Thursday 8 March 2012

Logos won't be coming to Windows Phone 7 any time soon

I've recently heard that Logos won't be making a mobile app for the Windows Phone 7 platform any time soon because they don't have the resources to port their code.  Unfortunately most of their code is in C++ but Windows Phone 7 requires C#.  Ughh, the disappointment.

Monday 5 March 2012

The Trinity: A historical perspective

While reading Shelley's  Church History in plain language and came across this piece on the Trinity.
But if God is eternally one; and God is eternally three persons, how are we to understand this? Since God is personal, any example we use to think or speak of God ought to be personal.
When we search for personal analogies, we find that there are only two options. We may think of God as three persons or we may think of God as one person.
If we think of God as three persons, then God’s threeness is clear, and we have to account for God’s unity. Theologians usually point out that three persons can become so close they may be said to share a common life. They may be bound together so closely that it is actually a distortion to speak of them separately.
Because this analogy rests on a society of three persons, theologians call it the social analogy. Its strength lies in its clarity regarding the threeness of God. Its problem is to account clearly for God’s unity.
If we think of God as one person, we have to try to account for his threeness. One way of doing this is to say that a person may have several distinct functions such as mind, emotions, and will.
Because this analogy draws on psychological functions, theologians call it the psychological analogy.
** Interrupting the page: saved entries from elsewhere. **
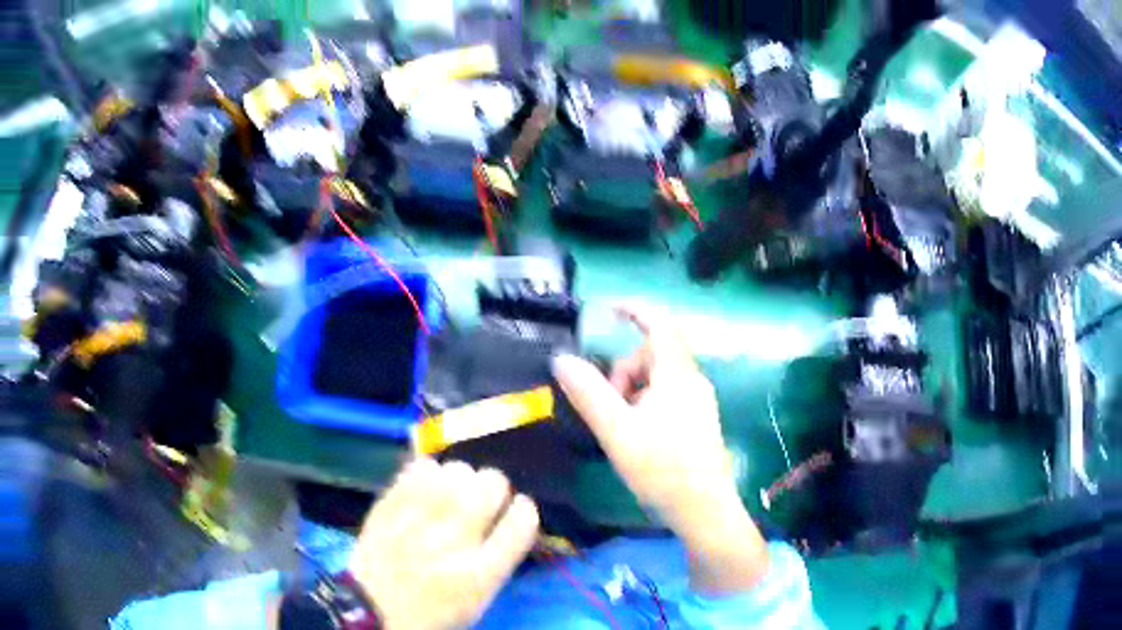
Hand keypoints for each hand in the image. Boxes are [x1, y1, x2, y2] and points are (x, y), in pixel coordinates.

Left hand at [349, 459, 539, 629]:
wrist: (373, 607)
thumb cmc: (433, 608)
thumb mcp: (480, 597)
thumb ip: (500, 557)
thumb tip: (510, 516)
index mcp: (481, 573)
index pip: (521, 522)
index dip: (524, 509)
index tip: (518, 508)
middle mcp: (454, 540)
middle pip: (492, 484)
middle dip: (494, 488)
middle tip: (482, 499)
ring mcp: (418, 518)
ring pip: (458, 469)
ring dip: (462, 478)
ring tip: (452, 492)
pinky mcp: (390, 504)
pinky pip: (421, 466)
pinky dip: (429, 473)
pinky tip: (426, 488)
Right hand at [552, 303, 768, 593]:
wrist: (704, 509)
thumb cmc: (662, 469)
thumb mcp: (617, 431)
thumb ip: (589, 394)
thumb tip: (562, 359)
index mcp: (678, 375)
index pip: (659, 325)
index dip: (635, 310)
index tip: (608, 310)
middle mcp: (694, 381)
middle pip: (653, 354)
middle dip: (624, 370)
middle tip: (609, 405)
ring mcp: (699, 401)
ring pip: (659, 378)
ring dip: (633, 390)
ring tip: (621, 426)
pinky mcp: (699, 420)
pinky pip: (668, 395)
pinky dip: (645, 403)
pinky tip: (637, 435)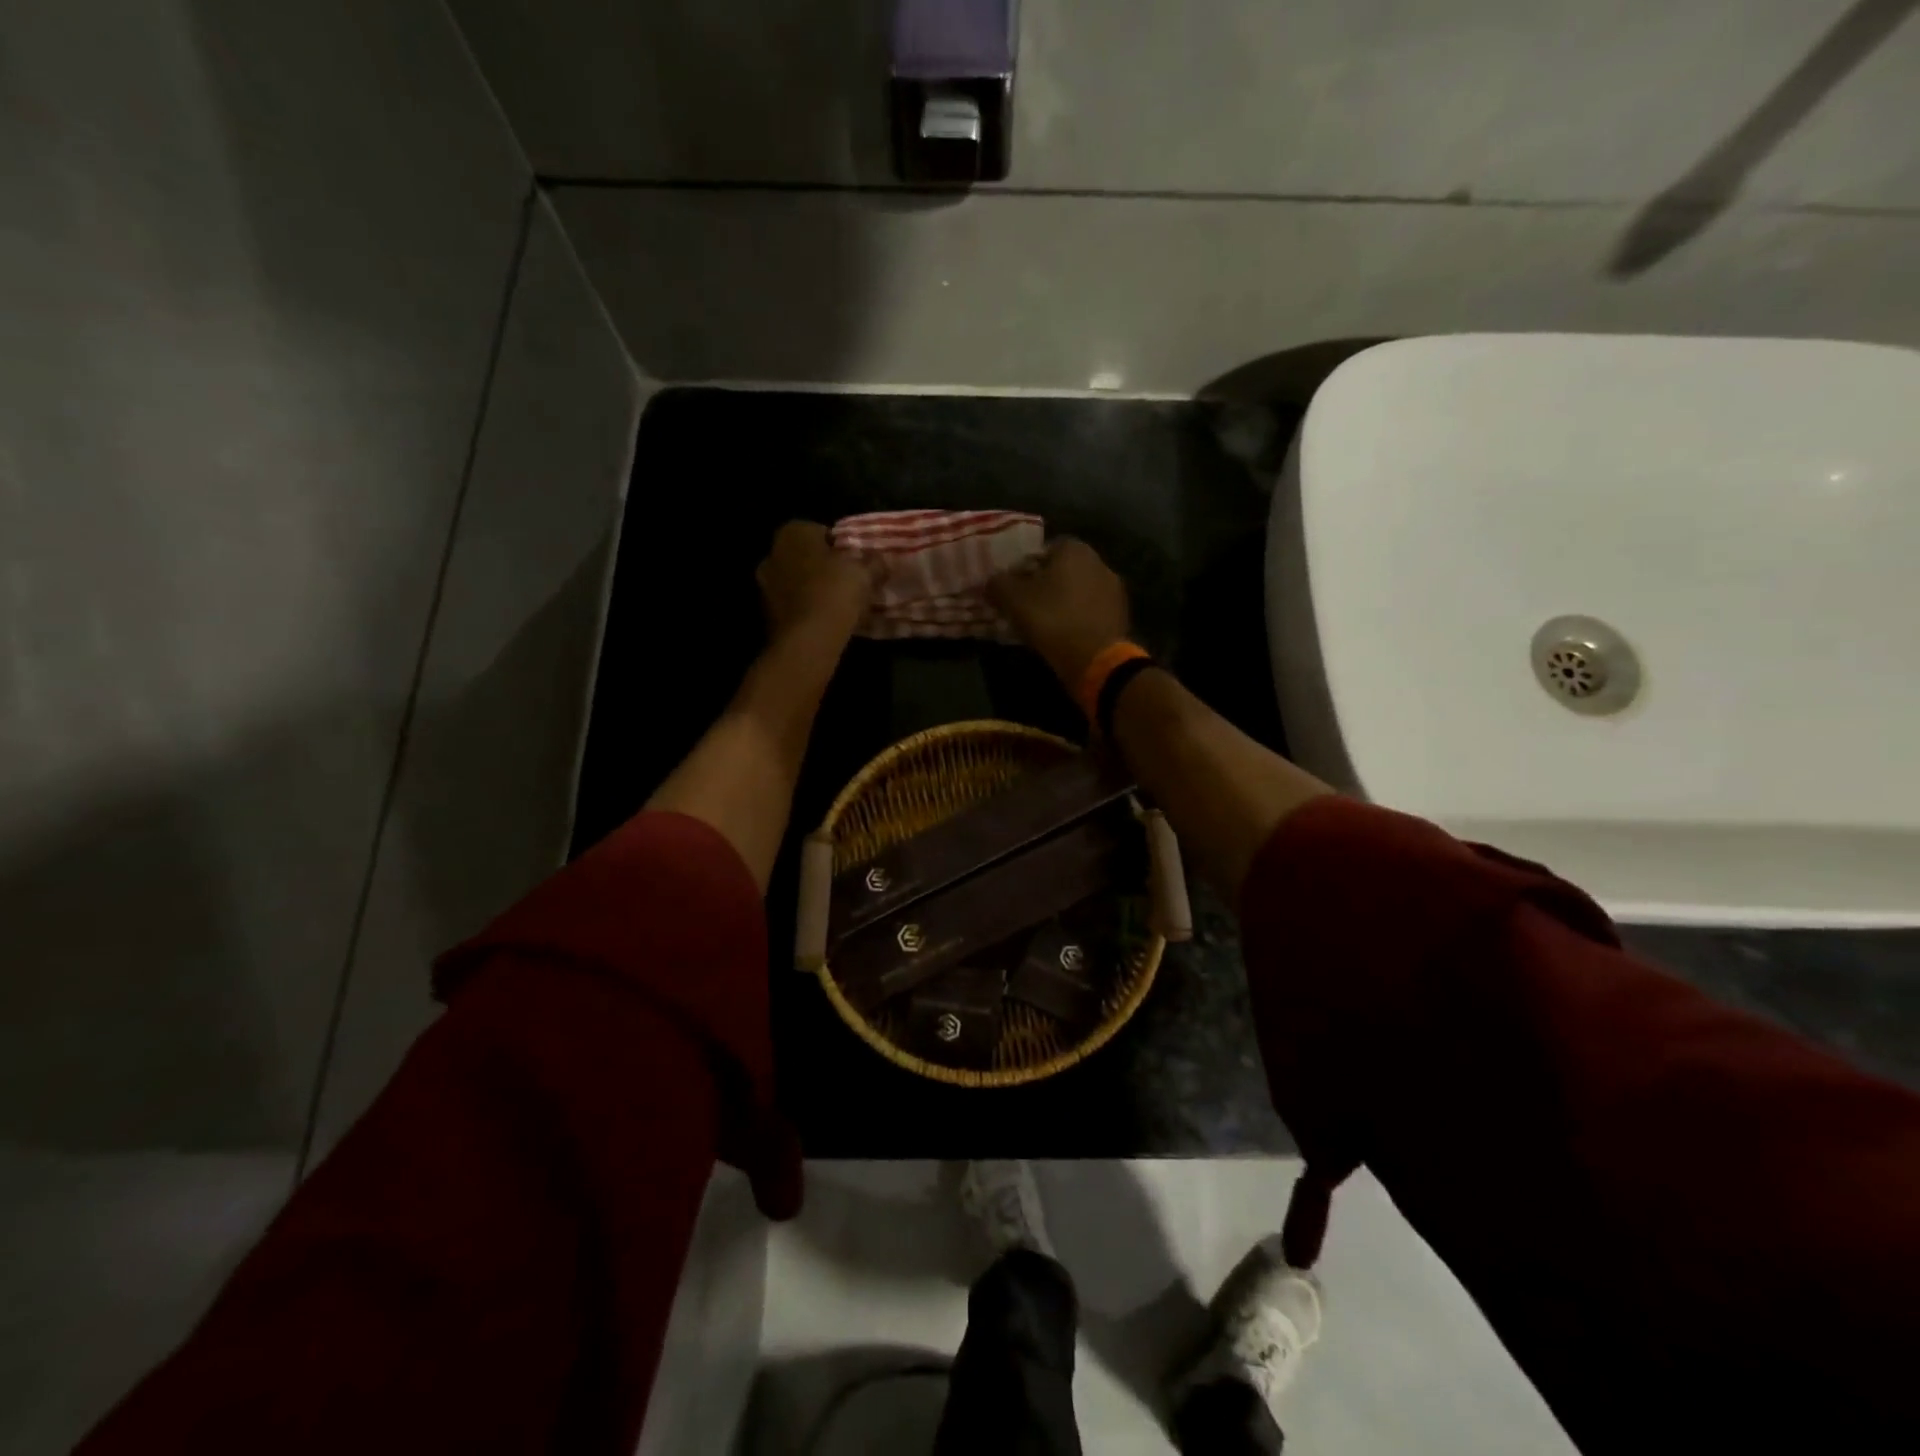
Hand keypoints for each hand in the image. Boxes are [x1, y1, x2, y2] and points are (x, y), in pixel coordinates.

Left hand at [756, 520, 880, 642]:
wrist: (808, 638)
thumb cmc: (835, 592)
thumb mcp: (864, 573)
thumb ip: (873, 563)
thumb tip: (880, 560)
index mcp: (793, 533)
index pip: (820, 532)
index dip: (839, 547)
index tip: (854, 563)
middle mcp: (772, 553)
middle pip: (804, 557)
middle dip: (821, 567)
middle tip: (846, 583)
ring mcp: (764, 585)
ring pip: (795, 582)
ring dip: (811, 589)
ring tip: (836, 606)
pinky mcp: (765, 613)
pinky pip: (791, 605)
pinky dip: (804, 609)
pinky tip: (823, 621)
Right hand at [989, 537, 1130, 686]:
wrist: (1096, 658)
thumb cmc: (1052, 619)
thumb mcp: (1013, 599)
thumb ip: (998, 584)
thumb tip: (991, 582)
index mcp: (1074, 549)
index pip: (1044, 549)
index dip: (1025, 567)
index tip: (1014, 588)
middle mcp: (1099, 561)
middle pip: (1063, 570)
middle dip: (1045, 584)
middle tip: (1026, 606)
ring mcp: (1114, 588)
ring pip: (1078, 591)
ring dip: (1063, 602)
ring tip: (1045, 624)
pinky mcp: (1121, 614)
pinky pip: (1091, 610)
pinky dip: (1078, 618)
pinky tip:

Its strength is its clarity about God’s unity: He is one person. Its problem is its vagueness about God’s threeness.
Both of these analogies were used in the early church, just as modern theologians like Leonard Hodgson and Karl Barth use them.
As the decades passed between 325 and 381, when the second general council of the church met, leaders in the Arian debate slowly clarified their use of “person.” Three so-called Cappadocian Fathers—Gregory of Nazianzus, Gregory of Nyssa, and Basil the Great—led in this achievement. The Cappadocians used the social analogy, but they saw that the distinctions between the three divine “persons” were solely in their inner divine relations. There are not three gods. God is one divine Being with three carriers: one Godhead in three “persons.”
The word “person,” however, did not mean to the early Christians what it means today. To us, a person means someone like Tom, Dick, or Harry. But the Latin word persona originally meant a mask worn by an actor on the stage. In Trinitarian thought the “mask” is not worn by God to hide but to reveal his true character. It is clear that when we think of the Trinity, we should not try to think of three persons in our sense of the term, but three personal disclosures of God that correspond to what he is really like.
Source: Shelley, BL. (1995). Church history in plain language. (Updated 2nd ed.)) lo5-106).Dallas, Texas: Word Pub.
 Now doesn't that throw some insight on what the Nicene Creed means?  It's also a way better analogy than any we used in Sunday School. It's also a possible defence against Jewish and Muslim accusations of Polytheism..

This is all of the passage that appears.